──────── EXERCISE MATERIAL ────────

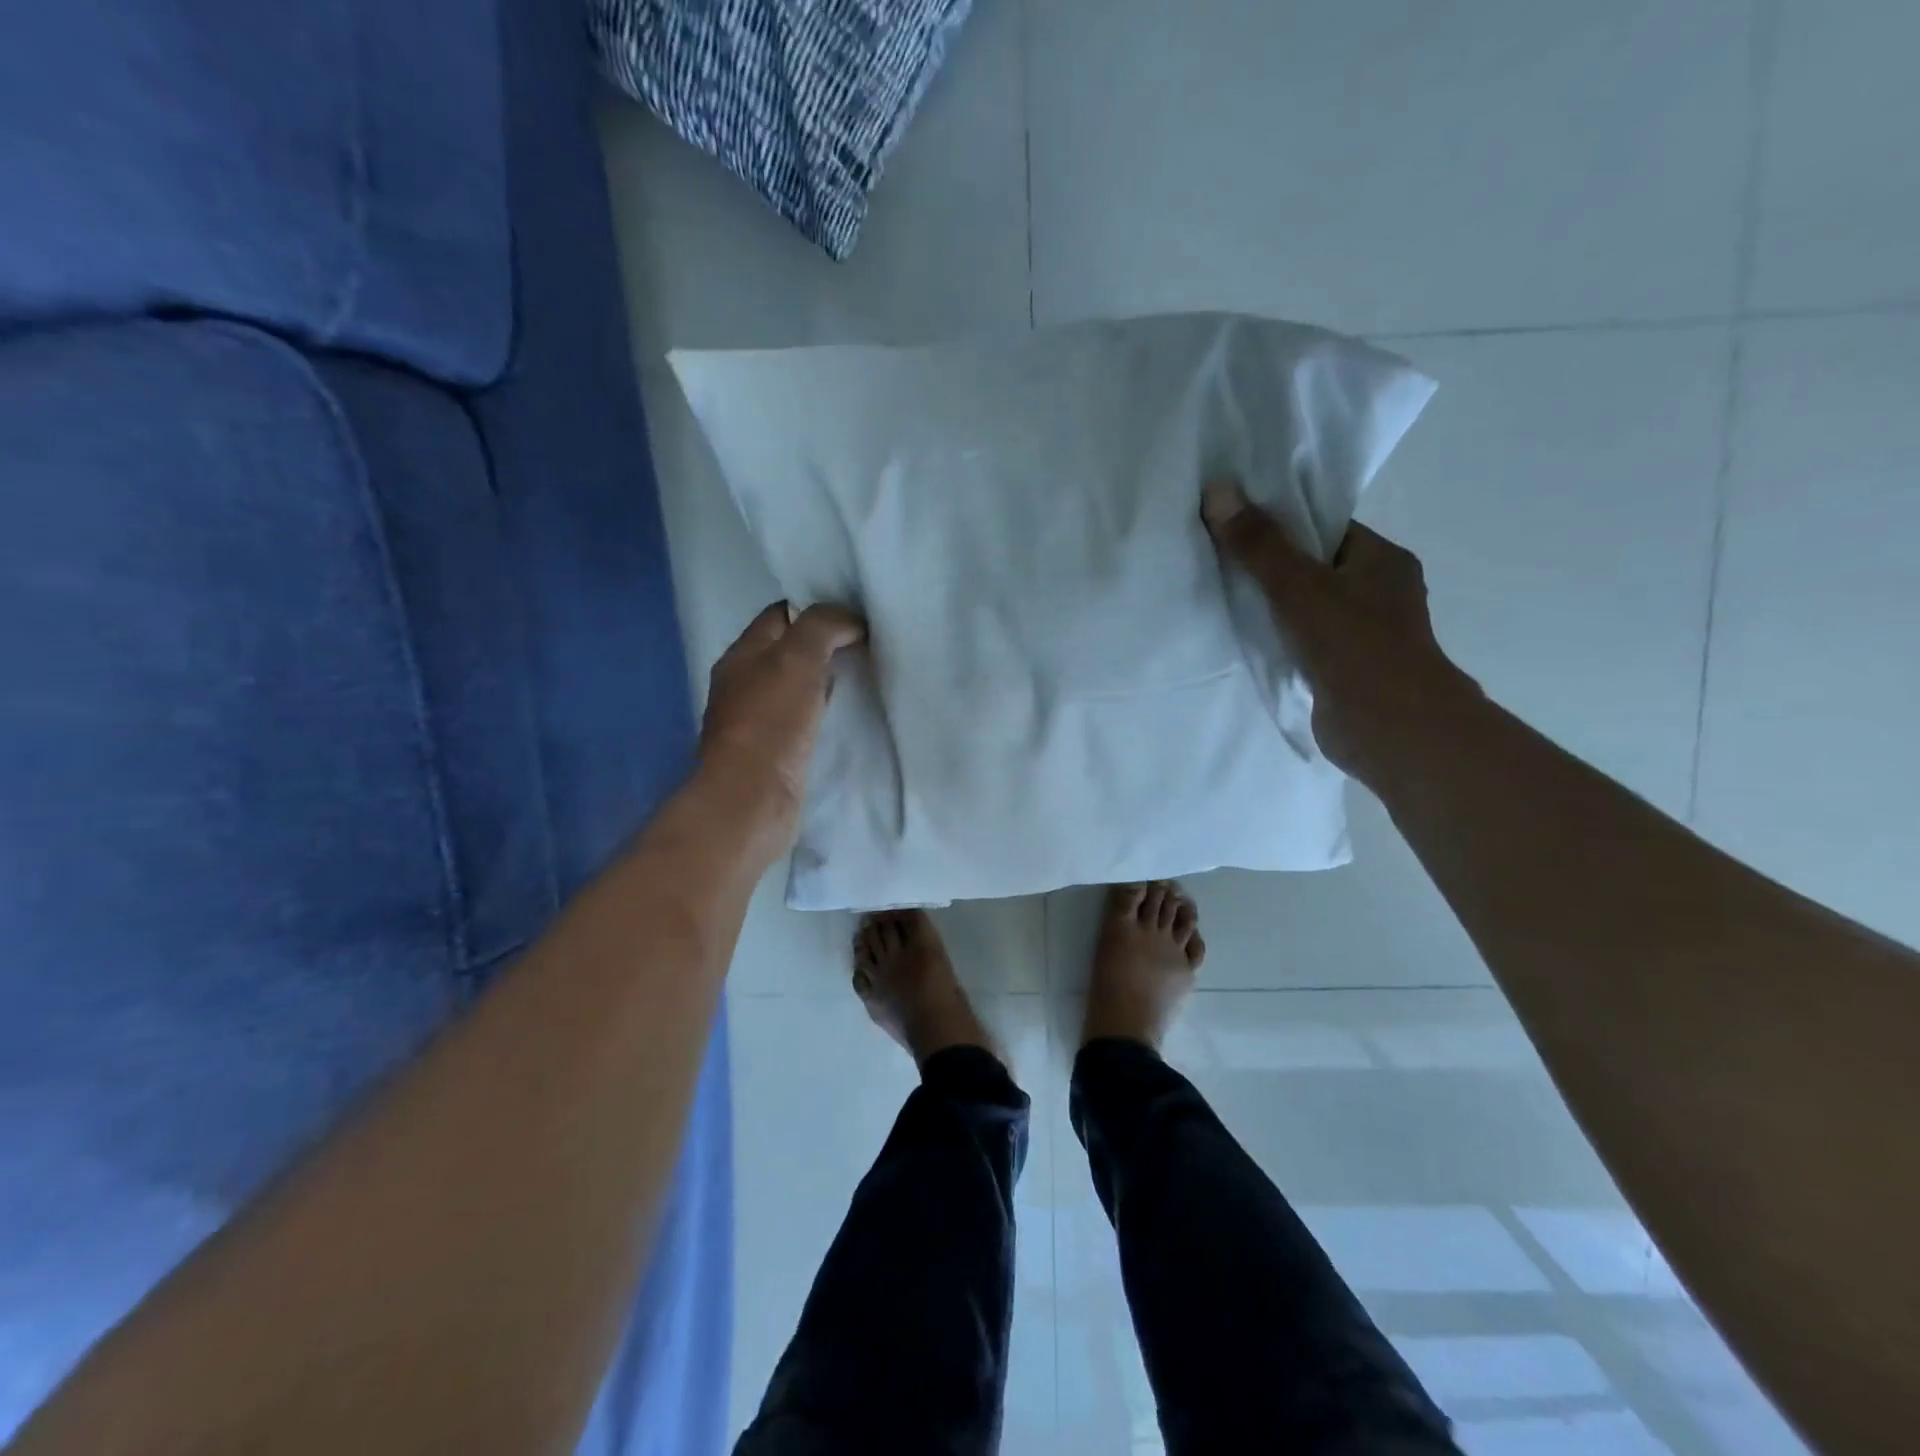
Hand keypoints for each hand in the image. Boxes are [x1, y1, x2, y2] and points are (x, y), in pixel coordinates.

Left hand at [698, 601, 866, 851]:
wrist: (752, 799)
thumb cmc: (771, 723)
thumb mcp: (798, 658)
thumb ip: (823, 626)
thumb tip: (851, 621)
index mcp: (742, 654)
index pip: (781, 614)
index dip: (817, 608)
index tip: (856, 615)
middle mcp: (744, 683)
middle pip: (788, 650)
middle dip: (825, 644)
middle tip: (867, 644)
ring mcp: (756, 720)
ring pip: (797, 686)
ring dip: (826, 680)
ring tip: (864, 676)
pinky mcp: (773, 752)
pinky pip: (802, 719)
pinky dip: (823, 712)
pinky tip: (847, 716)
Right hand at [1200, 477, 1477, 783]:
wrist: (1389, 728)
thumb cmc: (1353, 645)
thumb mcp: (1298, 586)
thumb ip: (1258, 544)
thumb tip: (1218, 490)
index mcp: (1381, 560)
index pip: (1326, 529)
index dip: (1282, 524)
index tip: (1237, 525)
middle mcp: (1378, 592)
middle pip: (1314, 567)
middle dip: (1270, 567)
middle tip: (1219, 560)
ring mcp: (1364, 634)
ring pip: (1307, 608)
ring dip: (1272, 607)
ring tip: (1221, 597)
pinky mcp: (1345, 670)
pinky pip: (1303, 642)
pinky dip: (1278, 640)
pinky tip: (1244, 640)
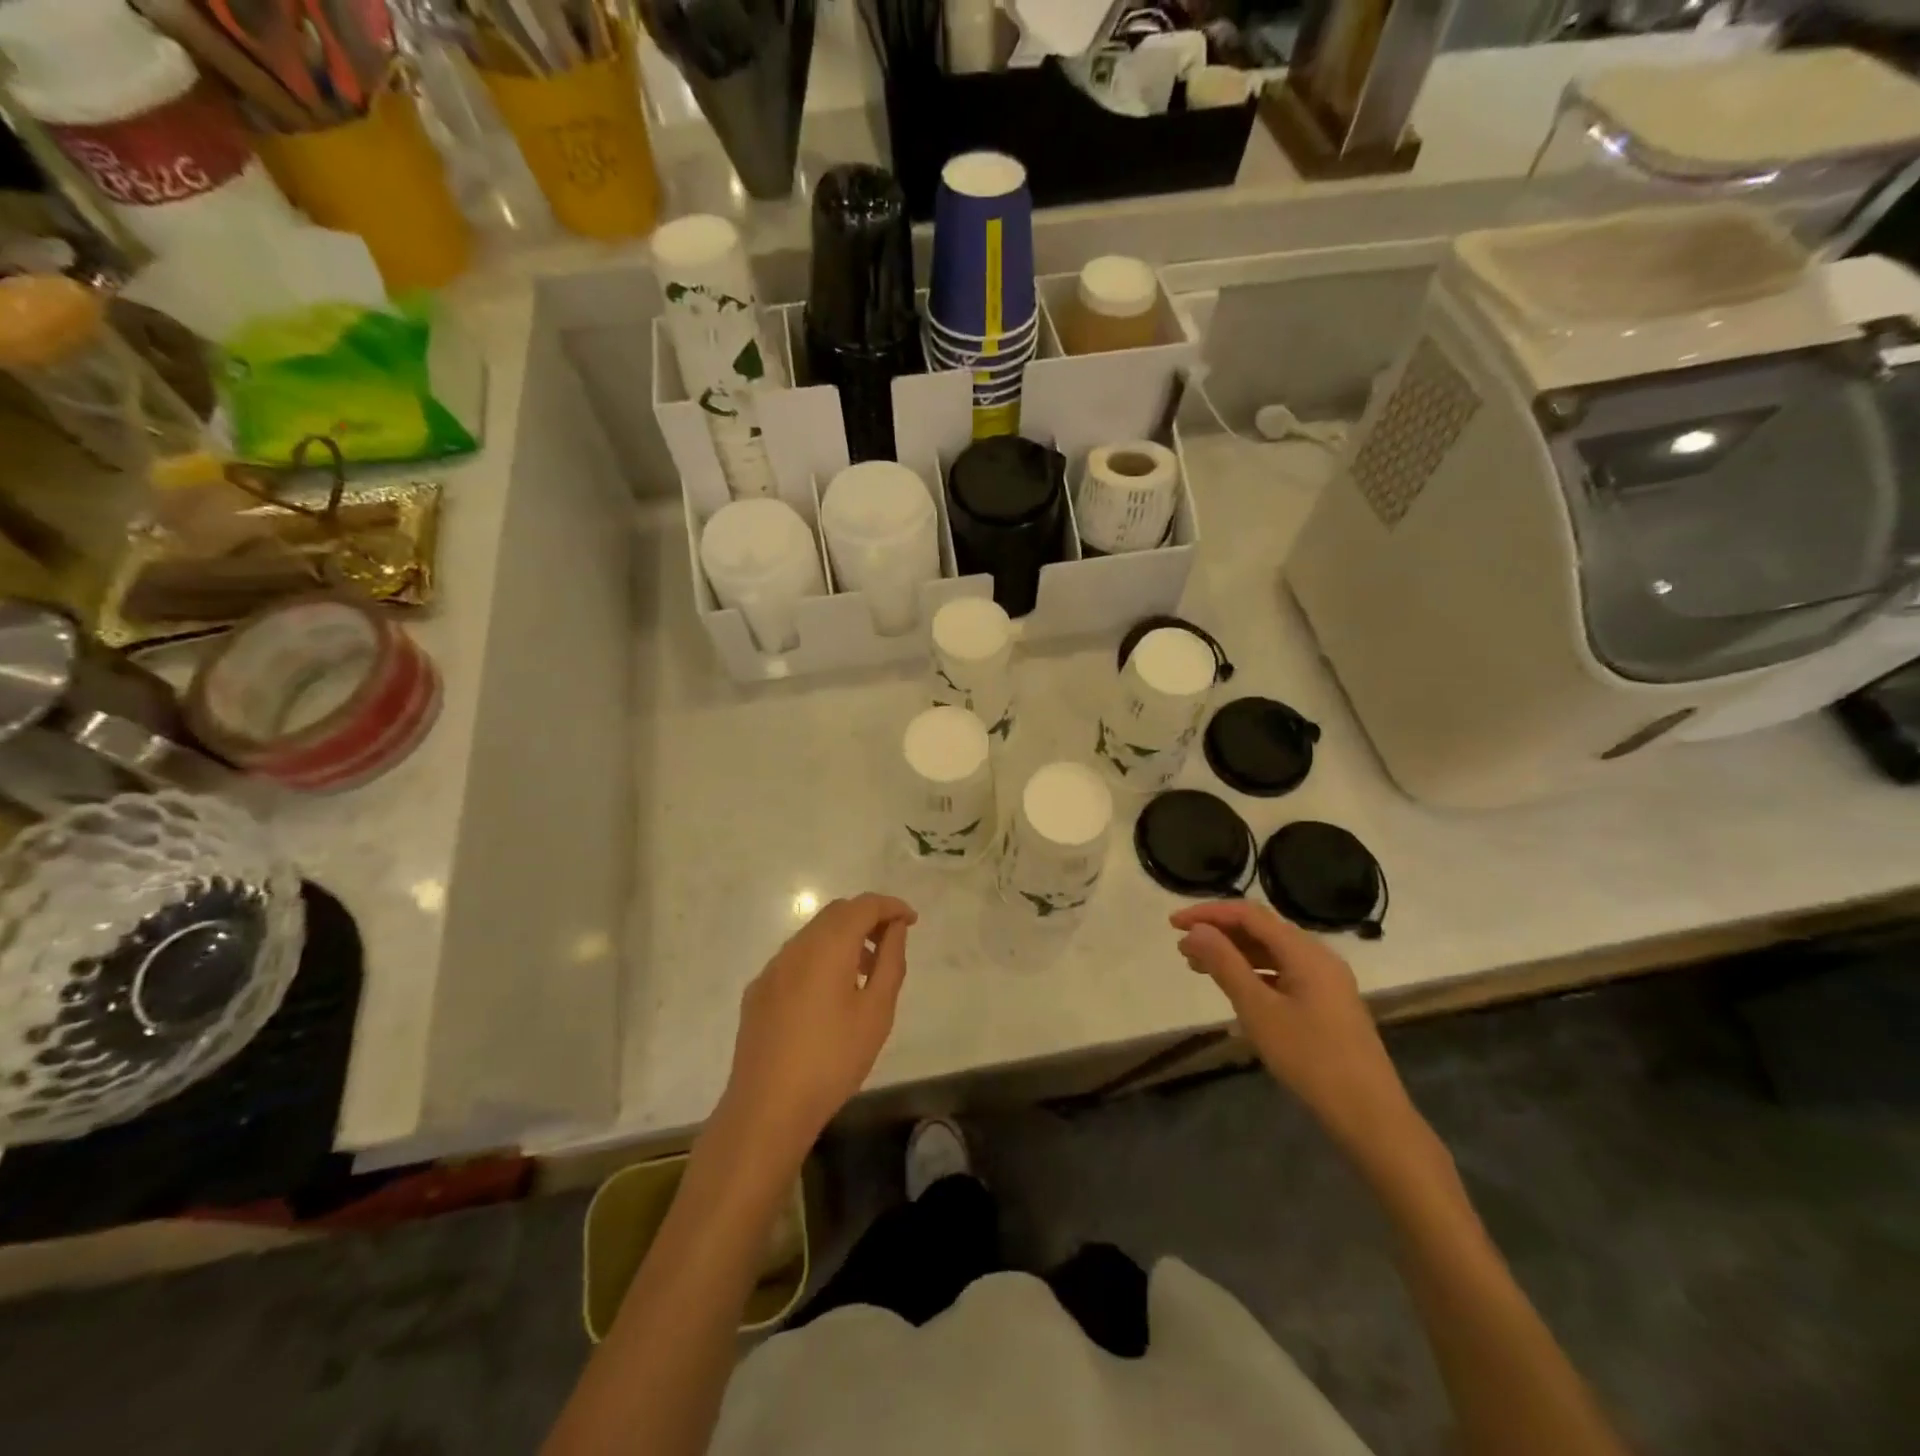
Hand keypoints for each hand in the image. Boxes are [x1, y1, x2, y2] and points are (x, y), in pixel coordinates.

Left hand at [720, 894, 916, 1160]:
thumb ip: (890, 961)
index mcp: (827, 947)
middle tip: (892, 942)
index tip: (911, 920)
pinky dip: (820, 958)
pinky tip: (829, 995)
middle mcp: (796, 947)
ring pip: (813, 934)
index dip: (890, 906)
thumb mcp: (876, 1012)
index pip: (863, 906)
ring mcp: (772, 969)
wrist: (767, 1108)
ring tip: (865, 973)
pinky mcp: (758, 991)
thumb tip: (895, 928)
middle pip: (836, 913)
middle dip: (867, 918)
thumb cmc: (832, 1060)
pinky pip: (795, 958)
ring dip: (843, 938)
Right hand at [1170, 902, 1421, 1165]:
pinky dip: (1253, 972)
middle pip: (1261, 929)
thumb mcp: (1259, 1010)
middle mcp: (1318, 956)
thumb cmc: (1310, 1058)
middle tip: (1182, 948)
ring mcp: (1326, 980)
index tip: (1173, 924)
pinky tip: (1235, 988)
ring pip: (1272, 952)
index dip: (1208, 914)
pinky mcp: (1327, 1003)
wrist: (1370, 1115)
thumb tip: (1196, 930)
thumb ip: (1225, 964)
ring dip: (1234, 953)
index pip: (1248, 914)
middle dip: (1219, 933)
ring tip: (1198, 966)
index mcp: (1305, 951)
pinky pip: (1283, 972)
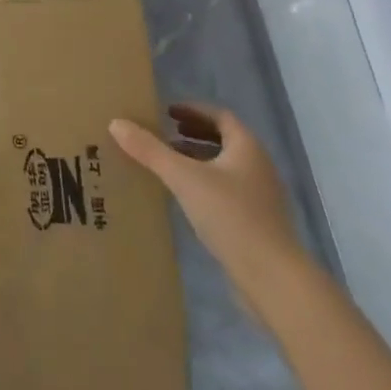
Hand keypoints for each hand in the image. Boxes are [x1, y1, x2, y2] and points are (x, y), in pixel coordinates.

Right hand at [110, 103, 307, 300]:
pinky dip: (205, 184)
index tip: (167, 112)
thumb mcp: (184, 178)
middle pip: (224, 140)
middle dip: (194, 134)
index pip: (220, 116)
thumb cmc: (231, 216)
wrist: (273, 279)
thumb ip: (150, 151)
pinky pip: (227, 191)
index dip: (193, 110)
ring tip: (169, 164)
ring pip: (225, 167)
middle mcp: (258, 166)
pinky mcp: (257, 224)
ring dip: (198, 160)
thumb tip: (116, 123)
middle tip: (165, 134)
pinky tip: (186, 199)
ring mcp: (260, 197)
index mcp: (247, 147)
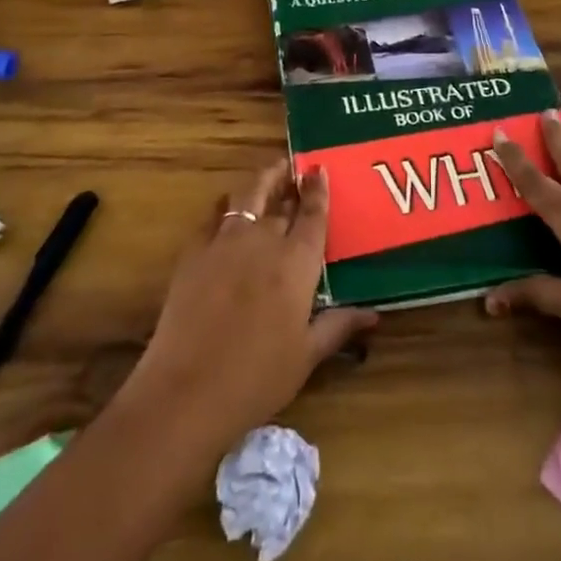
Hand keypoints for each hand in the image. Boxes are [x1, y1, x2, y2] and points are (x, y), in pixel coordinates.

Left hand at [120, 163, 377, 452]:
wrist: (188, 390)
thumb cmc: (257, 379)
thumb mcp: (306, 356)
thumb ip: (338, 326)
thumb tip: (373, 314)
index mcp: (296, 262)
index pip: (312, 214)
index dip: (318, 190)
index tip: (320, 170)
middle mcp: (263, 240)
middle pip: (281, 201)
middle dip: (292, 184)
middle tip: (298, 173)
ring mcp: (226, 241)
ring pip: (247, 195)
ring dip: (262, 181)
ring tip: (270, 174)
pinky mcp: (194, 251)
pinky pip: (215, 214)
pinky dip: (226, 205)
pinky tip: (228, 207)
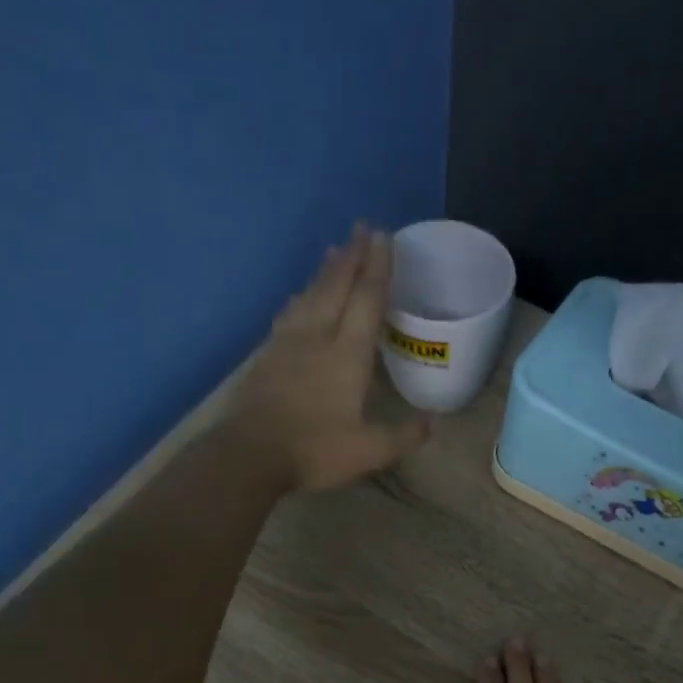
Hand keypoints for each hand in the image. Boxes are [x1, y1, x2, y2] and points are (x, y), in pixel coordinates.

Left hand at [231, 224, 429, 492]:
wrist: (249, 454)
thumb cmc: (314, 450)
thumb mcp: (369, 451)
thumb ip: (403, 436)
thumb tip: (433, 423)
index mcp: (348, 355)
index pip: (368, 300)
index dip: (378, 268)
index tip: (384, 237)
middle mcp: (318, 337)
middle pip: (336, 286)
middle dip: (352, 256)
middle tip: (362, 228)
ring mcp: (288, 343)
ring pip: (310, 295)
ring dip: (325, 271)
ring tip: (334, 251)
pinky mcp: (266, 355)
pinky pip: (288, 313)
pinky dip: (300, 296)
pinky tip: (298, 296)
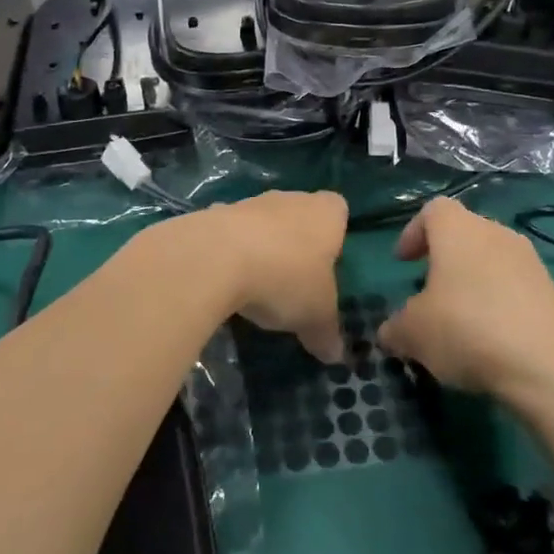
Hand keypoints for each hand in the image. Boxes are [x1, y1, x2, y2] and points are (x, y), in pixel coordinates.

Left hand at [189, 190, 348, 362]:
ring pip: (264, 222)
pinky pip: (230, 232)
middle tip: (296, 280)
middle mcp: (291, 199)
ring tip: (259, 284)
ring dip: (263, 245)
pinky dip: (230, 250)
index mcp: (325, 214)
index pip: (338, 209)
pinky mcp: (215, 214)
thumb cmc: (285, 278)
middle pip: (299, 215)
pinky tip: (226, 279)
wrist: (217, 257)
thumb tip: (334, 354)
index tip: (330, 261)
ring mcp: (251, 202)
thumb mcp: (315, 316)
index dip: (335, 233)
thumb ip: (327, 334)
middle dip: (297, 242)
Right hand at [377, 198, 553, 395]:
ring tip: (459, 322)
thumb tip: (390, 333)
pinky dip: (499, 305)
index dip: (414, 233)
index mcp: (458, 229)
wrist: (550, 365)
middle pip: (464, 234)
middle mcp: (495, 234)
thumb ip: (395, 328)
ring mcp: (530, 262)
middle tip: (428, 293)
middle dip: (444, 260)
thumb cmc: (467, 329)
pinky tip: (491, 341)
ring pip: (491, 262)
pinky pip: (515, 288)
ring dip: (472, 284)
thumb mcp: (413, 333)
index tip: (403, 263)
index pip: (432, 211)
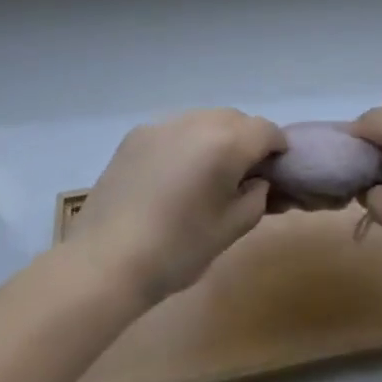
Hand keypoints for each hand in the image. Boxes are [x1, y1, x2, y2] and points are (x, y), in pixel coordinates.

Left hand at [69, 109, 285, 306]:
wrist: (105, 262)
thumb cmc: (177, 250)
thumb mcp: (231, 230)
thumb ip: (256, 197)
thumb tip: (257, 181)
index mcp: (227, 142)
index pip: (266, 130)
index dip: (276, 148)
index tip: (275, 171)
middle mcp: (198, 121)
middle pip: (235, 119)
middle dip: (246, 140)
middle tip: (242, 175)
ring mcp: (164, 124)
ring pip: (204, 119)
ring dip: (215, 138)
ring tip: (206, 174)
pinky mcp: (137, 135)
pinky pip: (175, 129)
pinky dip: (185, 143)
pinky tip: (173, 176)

────────

- [YOUR TASK] Copy only the part of the records that runs from the first line to the line with "pinky tip: (847, 716)", ends included, leaving pictures out.

- [ANSWER TO THIS TASK]
Hand keypoints for each hand in the image. Boxes are [x1, y1, x2, y2] and points are (x, y), in pixel coordinates.

Left hand at [698, 601, 866, 851]:
wrist: (752, 799)
thumb cmc: (771, 723)
thumb mcp: (798, 658)
thumb ip: (823, 626)
thumb tip: (851, 621)
index mcp: (742, 654)
index pip: (781, 614)
index dip: (817, 608)
index tip: (856, 615)
middle mcp: (744, 683)
middle pip: (788, 650)
middle dip: (825, 644)
middle tip: (867, 644)
ring mcp: (756, 720)
ring pip: (797, 686)
ring dip: (826, 680)
ring tip: (864, 676)
pinky mcp: (773, 752)
pinky pip: (802, 719)
pinky dip: (823, 712)
pinky tip: (847, 716)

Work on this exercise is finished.